Exercise prompt:
Search the data for the string "list", and report each line where it is found.

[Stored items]
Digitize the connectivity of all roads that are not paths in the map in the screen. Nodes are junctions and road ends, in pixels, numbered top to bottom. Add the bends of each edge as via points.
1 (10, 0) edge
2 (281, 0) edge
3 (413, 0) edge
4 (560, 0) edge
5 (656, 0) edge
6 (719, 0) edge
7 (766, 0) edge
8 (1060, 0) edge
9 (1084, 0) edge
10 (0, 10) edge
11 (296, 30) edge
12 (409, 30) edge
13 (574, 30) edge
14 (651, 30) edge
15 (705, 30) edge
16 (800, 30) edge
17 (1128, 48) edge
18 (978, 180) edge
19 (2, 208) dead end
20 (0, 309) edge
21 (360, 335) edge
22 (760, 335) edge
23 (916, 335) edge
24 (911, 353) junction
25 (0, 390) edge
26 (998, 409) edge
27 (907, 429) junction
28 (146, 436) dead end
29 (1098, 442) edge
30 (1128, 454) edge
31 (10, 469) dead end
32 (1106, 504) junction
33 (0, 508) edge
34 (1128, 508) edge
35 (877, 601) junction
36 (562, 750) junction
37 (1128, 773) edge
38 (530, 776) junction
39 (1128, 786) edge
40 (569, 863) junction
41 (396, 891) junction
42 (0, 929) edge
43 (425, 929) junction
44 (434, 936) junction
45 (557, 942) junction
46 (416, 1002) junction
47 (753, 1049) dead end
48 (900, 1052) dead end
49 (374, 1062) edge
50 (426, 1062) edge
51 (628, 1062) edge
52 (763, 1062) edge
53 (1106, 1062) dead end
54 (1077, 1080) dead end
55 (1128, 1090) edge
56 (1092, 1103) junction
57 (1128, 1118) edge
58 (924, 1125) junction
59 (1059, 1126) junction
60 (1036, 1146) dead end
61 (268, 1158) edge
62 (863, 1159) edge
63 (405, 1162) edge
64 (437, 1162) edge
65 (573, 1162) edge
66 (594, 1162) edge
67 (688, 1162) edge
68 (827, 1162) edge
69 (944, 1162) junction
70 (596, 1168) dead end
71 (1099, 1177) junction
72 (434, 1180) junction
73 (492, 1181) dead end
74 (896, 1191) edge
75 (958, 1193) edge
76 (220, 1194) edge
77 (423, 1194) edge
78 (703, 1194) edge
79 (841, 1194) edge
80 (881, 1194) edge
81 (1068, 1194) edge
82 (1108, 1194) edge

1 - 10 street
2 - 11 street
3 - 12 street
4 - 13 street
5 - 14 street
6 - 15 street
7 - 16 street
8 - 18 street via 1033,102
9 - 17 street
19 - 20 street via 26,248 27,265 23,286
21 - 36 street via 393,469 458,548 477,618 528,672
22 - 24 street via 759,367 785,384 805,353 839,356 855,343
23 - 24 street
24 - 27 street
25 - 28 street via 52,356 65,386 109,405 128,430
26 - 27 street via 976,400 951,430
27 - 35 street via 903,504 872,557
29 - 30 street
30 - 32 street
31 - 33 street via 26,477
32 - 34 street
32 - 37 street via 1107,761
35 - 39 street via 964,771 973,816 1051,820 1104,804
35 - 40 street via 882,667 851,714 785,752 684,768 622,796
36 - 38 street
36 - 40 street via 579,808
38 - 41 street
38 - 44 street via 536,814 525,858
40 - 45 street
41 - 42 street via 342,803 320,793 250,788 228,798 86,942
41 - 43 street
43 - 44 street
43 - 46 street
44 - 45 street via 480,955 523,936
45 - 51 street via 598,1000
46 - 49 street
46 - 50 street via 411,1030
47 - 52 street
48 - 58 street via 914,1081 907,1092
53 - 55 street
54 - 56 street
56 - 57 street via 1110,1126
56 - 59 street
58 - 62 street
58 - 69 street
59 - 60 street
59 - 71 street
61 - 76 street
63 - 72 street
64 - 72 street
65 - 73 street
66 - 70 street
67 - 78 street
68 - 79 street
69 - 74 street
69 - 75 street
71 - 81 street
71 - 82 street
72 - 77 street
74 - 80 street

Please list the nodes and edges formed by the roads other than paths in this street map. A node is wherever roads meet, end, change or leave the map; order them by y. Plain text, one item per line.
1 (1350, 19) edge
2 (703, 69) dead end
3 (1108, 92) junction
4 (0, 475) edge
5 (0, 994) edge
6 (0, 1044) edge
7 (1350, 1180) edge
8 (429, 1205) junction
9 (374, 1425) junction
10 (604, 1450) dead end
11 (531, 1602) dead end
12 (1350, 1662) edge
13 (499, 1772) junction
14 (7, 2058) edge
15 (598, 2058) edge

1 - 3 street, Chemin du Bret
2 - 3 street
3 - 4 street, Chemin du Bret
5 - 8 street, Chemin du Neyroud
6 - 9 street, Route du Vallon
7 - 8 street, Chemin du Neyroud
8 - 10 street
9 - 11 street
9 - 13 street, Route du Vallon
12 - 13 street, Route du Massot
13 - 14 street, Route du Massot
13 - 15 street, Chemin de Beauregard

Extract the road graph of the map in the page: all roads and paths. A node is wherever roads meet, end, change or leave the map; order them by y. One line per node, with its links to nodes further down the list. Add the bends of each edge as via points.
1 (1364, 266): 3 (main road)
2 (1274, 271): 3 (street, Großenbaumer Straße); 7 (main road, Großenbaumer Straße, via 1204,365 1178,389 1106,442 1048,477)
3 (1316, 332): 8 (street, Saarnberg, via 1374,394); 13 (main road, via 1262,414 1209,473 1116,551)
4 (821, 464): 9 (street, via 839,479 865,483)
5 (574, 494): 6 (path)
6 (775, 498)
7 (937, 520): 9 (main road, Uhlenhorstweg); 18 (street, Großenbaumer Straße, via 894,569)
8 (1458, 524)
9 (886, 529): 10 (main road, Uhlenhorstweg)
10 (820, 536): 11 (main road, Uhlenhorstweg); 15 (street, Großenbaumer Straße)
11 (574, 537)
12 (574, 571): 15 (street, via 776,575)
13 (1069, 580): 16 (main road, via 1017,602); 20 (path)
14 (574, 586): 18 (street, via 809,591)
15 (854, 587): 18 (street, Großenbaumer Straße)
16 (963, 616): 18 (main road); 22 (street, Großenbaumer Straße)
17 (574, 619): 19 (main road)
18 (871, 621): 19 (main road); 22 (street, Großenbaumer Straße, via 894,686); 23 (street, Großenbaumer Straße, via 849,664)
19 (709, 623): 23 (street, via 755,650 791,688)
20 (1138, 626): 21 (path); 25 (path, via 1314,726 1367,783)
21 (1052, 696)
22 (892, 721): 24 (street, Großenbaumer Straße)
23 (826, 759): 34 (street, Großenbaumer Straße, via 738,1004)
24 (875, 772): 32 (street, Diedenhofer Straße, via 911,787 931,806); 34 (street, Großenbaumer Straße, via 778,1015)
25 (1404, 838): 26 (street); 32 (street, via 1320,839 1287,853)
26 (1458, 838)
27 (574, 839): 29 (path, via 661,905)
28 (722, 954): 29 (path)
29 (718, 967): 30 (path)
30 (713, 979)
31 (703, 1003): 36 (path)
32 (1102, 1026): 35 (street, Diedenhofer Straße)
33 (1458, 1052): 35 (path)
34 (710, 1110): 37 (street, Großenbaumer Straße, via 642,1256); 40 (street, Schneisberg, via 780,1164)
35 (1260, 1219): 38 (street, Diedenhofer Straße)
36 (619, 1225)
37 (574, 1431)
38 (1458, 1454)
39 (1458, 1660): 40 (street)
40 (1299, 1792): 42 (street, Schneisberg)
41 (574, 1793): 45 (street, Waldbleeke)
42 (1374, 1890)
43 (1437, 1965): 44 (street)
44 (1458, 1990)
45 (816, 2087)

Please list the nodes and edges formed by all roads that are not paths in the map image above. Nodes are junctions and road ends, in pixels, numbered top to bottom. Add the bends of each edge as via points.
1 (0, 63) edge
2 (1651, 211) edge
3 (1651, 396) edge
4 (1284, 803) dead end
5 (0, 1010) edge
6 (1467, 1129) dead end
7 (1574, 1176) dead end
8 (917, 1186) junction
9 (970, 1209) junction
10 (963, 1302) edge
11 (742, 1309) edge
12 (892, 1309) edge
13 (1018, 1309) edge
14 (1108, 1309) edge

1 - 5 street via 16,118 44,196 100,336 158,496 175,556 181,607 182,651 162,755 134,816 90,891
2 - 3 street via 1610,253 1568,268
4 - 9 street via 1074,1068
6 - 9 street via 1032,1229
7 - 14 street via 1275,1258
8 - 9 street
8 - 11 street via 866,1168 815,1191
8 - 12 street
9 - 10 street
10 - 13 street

Result for this task:
Please list the nodes and edges formed by the roads other than paths in this street map. A node is wherever roads meet, end, change or leave the map; order them by y. Plain text, one item per line.
Extract the road graph of the map in the page: all roads and paths. A node is wherever roads meet, end, change or leave the map; order them by y. One line per node, with its links to nodes further down the list. Add the bends of each edge as via points.
Please list the nodes and edges formed by all roads that are not paths in the map image above. Nodes are junctions and road ends, in pixels, numbered top to bottom. Add the bends of each edge as via points.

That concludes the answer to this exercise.